Reduced to a hacker ATM yet standing firm, Venus reflects the awkwardness of DeFi thefts.

Author: Gu Yu, ChainCatcher

Hackers are the mortal enemies of any DeFi protocol, as most DeFi protocols tend to collapse after facing attack losses in the millions of dollars. However, as the leading lending protocol on BNB Chain and an incubated project from Binance, Venus Protocol is clearly a rare exception.

Venus was developed by the Swipe team, which was acquired by Binance, and was launched shortly after the BNB Chain mainnet went live in 2020. It quickly became the largest lending protocol in terms of locked assets and user scale on BNB Chain. According to RootData, the current FDV of Venus tokens is 94 million dollars, and the TVL is 1.47 billion dollars.
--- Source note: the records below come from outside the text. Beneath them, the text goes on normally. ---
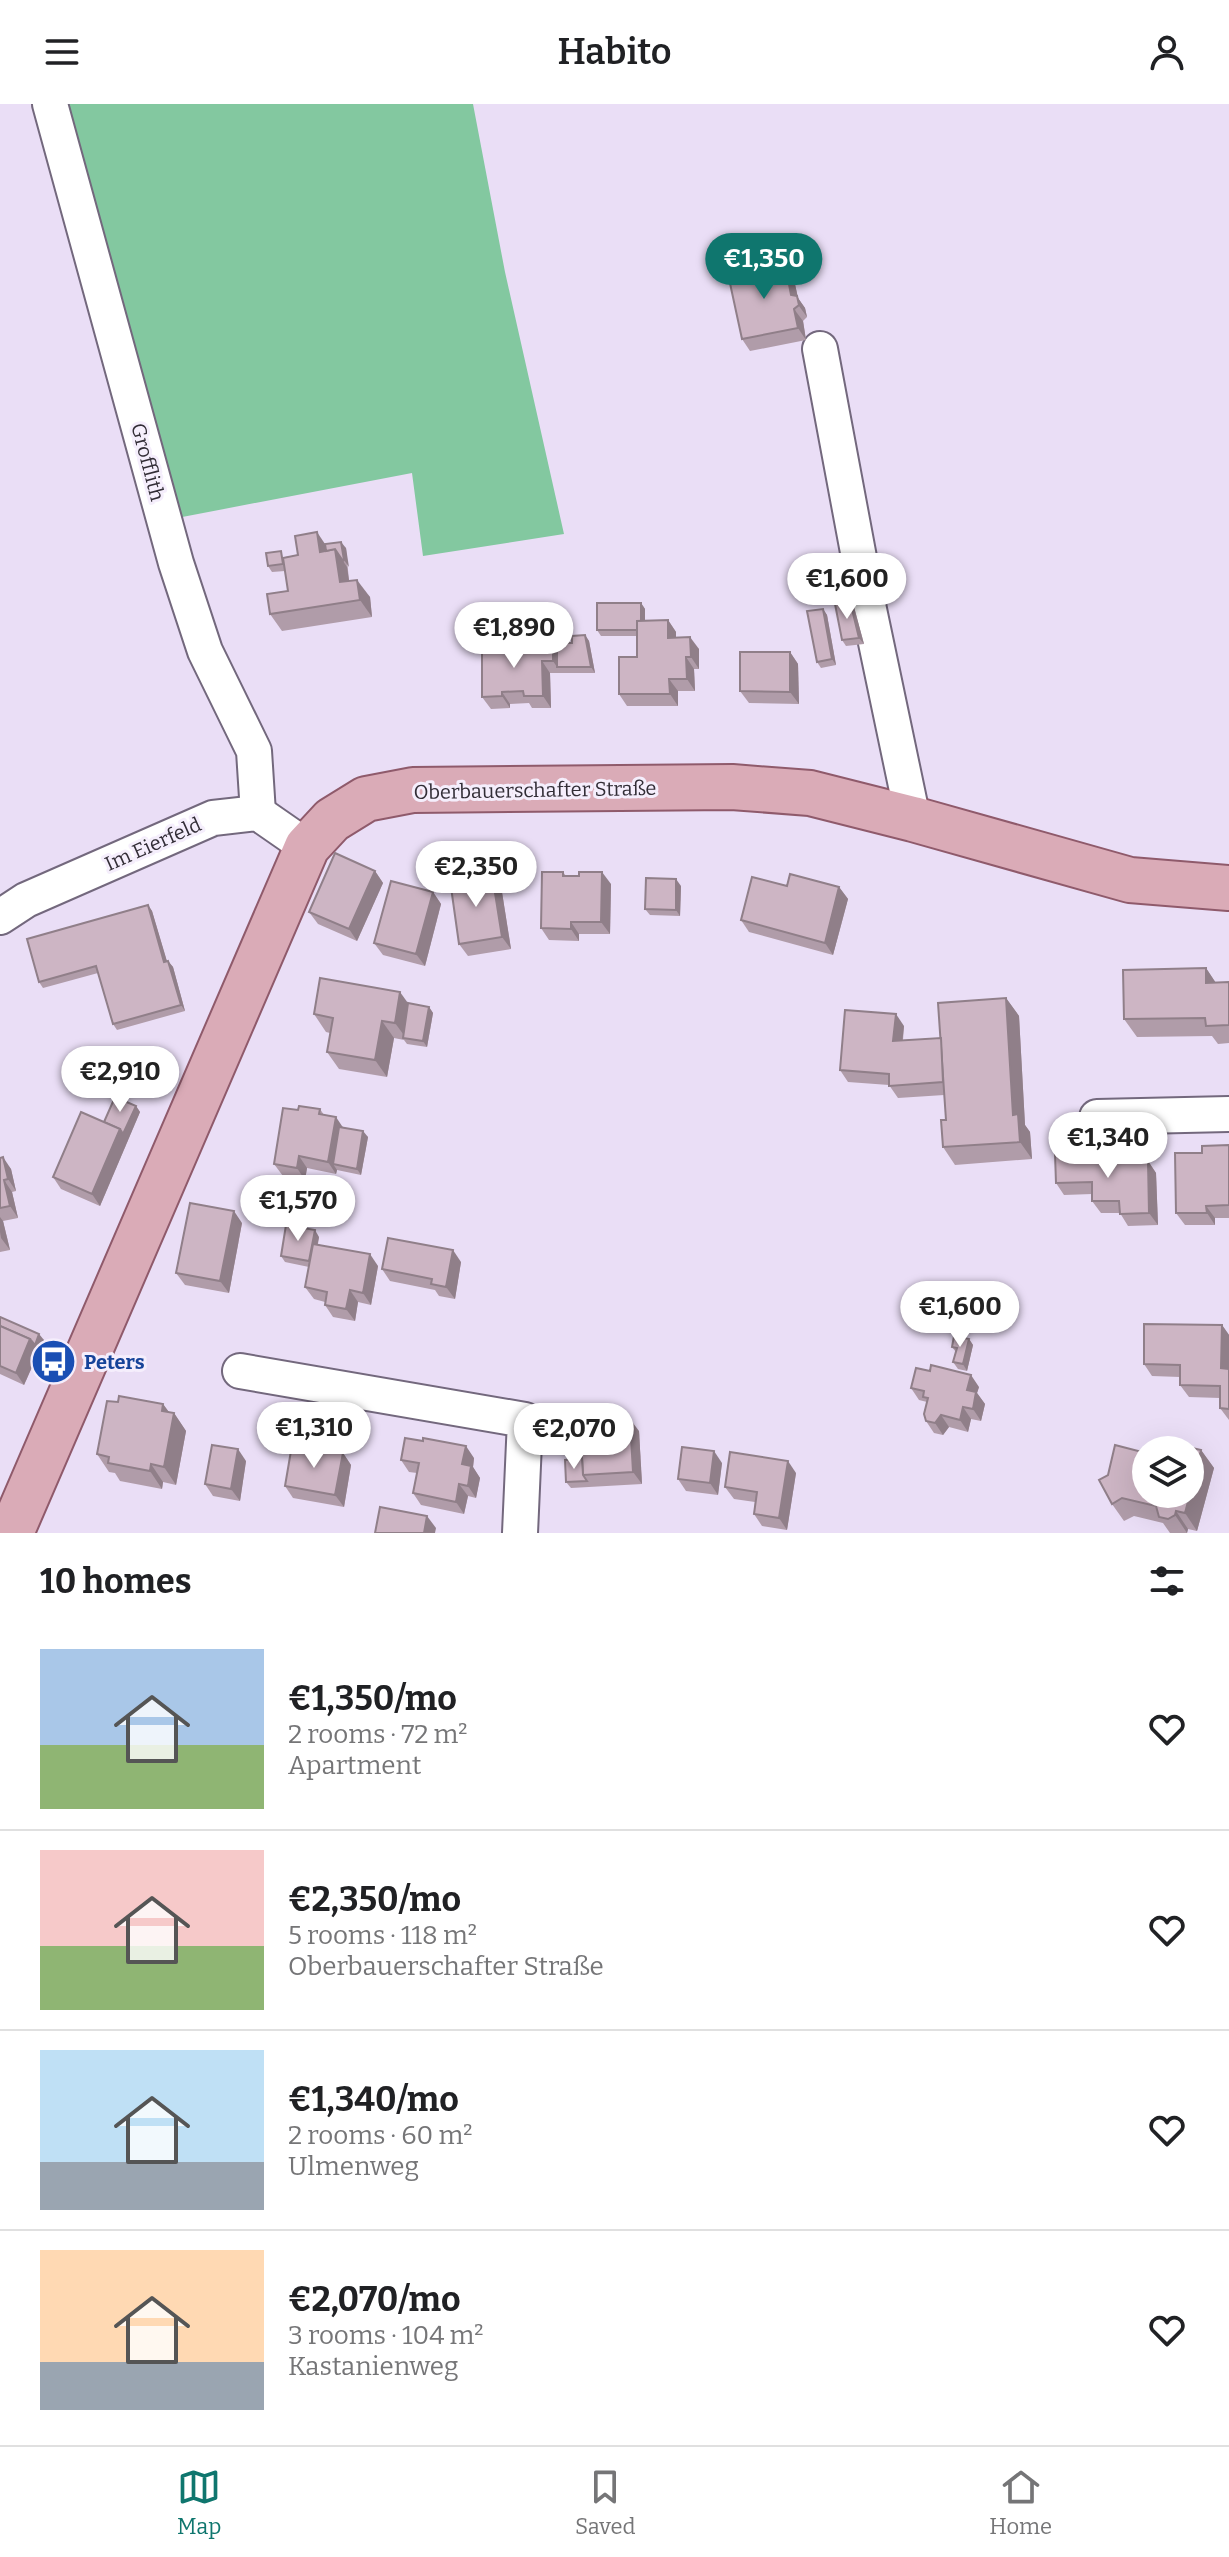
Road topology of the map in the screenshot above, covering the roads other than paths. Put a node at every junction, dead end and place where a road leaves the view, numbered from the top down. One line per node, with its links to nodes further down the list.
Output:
1 (50, 104): 3 (street, Grofflith)
2 (820, 349): 4 (street)
3 (258, 813): 5 (street); 7 (street, Im Eierfeld)
4 (913, 819): 5 (main road, Oberbauerschafter Straße); 6 (main road, Oberbauerschafter Straße)
5 (307, 847): 11 (main road, Oberbauerschafter Straße)
6 (1229, 888)
7 (0, 917)
8 (1229, 1114): 9 (street)
9 (1097, 1117)
10 (240, 1371): 12 (street)
11 (11, 1533)
12 (520, 1533)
Recently, Venus has once again become a target for hacker attacks. According to a review by the official team, the attacker had started accumulating THE tokens slowly through normal deposit processes since June 2025, eventually holding approximately 12.2 million THE, worth 2.4 million dollars.

On March 15, the attacker directly deposited all THE tokens as collateral into the borrowing contract, using the extremely low on-chain liquidity of THE combined with TWAP oracle delays to manipulate prices in a recursive cycle and borrowed assets worth several million dollars, such as BTC, BNB, and CAKE.
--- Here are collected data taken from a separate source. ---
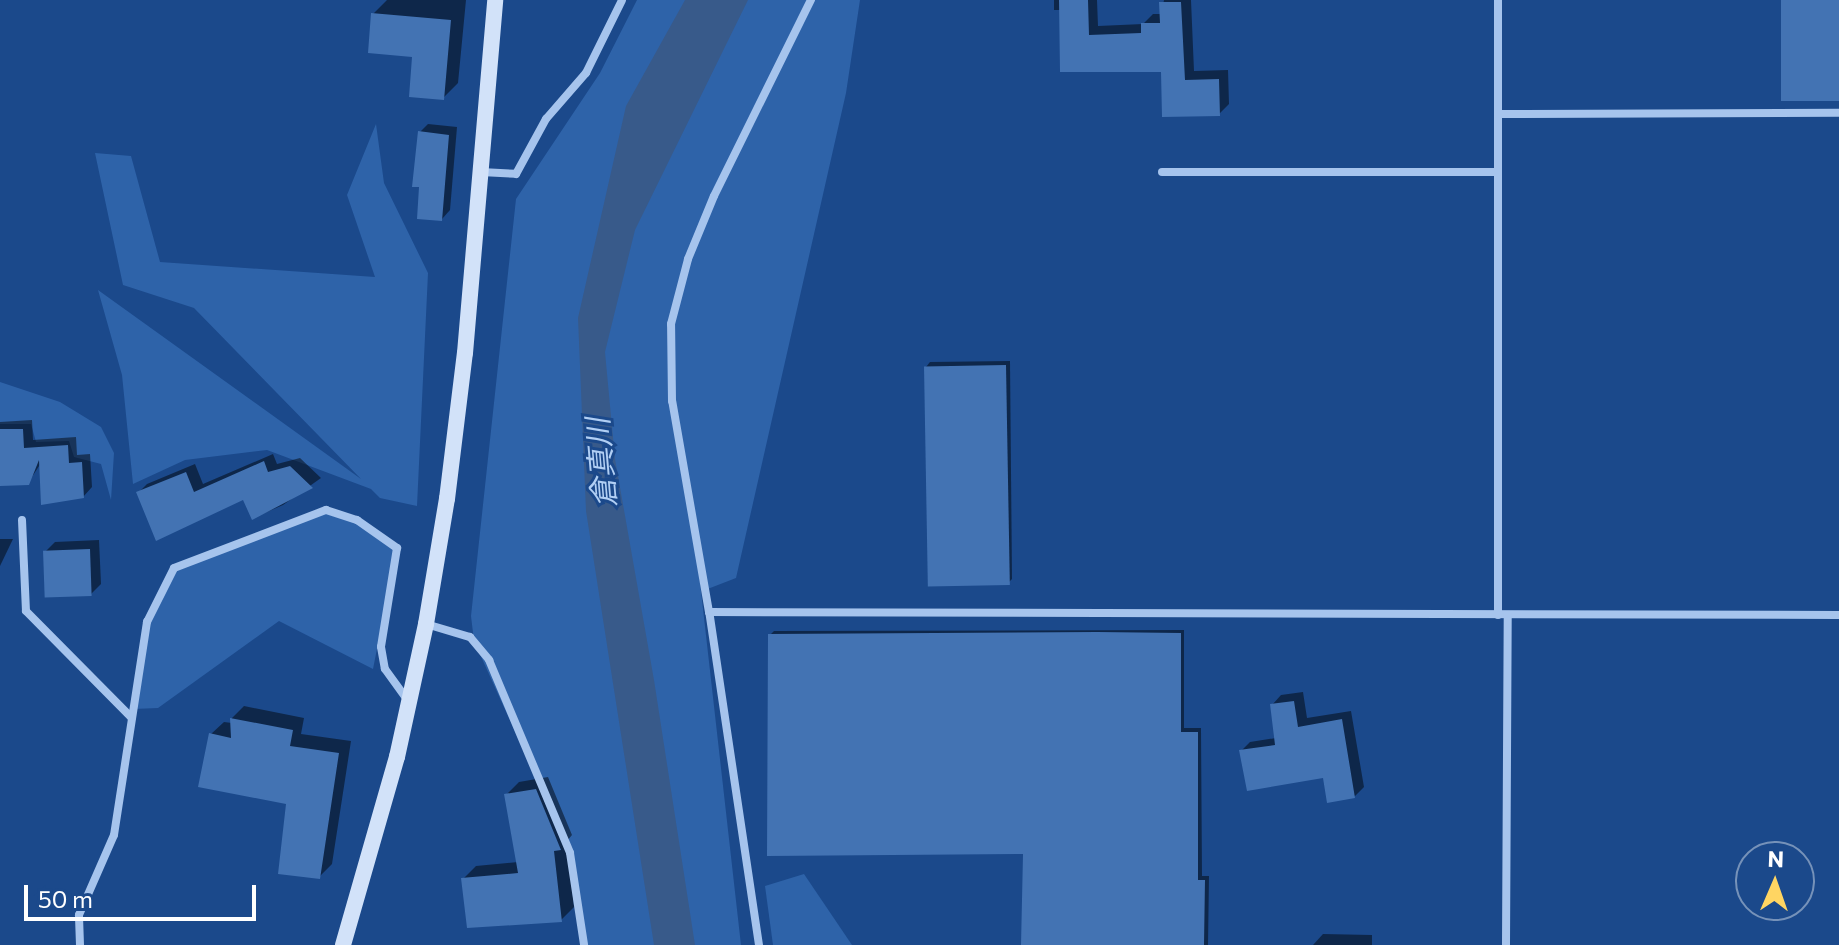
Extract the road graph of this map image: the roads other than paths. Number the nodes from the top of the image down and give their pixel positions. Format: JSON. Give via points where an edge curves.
{"nodes":[{"id":1,"x":495,"y":0,"type":"edge"},
{"id":2,"x":622,"y":0,"type":"edge"},
{"id":3,"x":811,"y":0,"type":"edge"},
{"id":4,"x":1498,"y":0,"type":"edge"},
{"id":5,"x":1839,"y":113,"type":"edge"},
{"id":6,"x":1498,"y":114,"type":"junction"},
{"id":7,"x":481,"y":172,"type":"junction"},
{"id":8,"x":1162,"y":172,"type":"dead end"},
{"id":9,"x":1498,"y":172,"type":"junction"},
{"id":10,"x":22,"y":520,"type":"dead end"},
{"id":11,"x":709,"y":612,"type":"junction"},
{"id":12,"x":1503,"y":615,"type":"junction"},
{"id":13,"x":1839,"y":615,"type":"edge"},
{"id":14,"x":426,"y":624,"type":"junction"},
{"id":15,"x":409,"y":703,"type":"junction"},
{"id":16,"x":131,"y":717,"type":"junction"},
{"id":17,"x":80,"y":945,"type":"edge"},
{"id":18,"x":343,"y":945,"type":"edge"},
{"id":19,"x":584,"y":945,"type":"edge"},
{"id":20,"x":759,"y":945,"type":"edge"},
{"id":21,"x":1506,"y":945,"type":"edge"}],
"edges":[{"from":1,"to":7,"type":"street"},
{"from":2,"to":7,"type":"street","via":[[586,73],[546,119],[516,174]]},
{"from":3,"to":11,"type":"street","via":[[714,196],[688,259],[671,324],[672,401]]},
{"from":4,"to":6,"type":"street"},
{"from":5,"to":6,"type":"street"},
{"from":6,"to":9,"type":"street"},
{"from":7,"to":14,"type":"street","via":[[465,353]]},
{"from":8,"to":9,"type":"street"},
{"from":9,"to":12,"type":"street"},
{"from":10,"to":16,"type":"street","via":[[26,611]]},
{"from":11,"to":12,"type":"street"},
{"from":11,"to":20,"type":"street"},
{"from":12,"to":13,"type":"street"},
{"from":12,"to":21,"type":"street"},
{"from":14,"to":15,"type":"street"},
{"from":14,"to":19,"type":"street","via":[[470,637],[489,660],[570,853]]},
{"from":15,"to":16,"type":"street","via":[[385,669],[381,647],[397,548],[357,520],[326,510],[174,568],[147,622]]},
{"from":15,"to":18,"type":"street"},
{"from":16,"to":17,"type":"street","via":[[114,835],[79,915]]}]}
As the price of THE collapsed, it triggered a series of liquidations, ultimately resulting in approximately 2.15 million dollars in bad debts for Venus. Looking back at the history of the past few years, Venus has been attacked by hackers almost every year, particularly through oracle attacks, leading to total bad debts exceeding 100 million dollars.

XVS Oracle Price Manipulation Incident

In May 2021, an attacker exploited the weakness of insufficient liquidity of XVS tokens on centralized exchanges (mainly Binance), rapidly driving the price of XVS from approximately 70 dollars to over 140 dollars in a short period of time. The attacker then used their held XVS as collateral to borrow a large quantity of quality assets (approximately 2000 BTC and 5700 ETH) from the Venus protocol.

Subsequently, the price of XVS experienced a cliff-like drop, falling to a low of 31 dollars, triggering large-scale liquidations. Due to market liquidity being unable to support such massive liquidation sell-offs, the Venus protocol suffered bad debts exceeding 95 million dollars.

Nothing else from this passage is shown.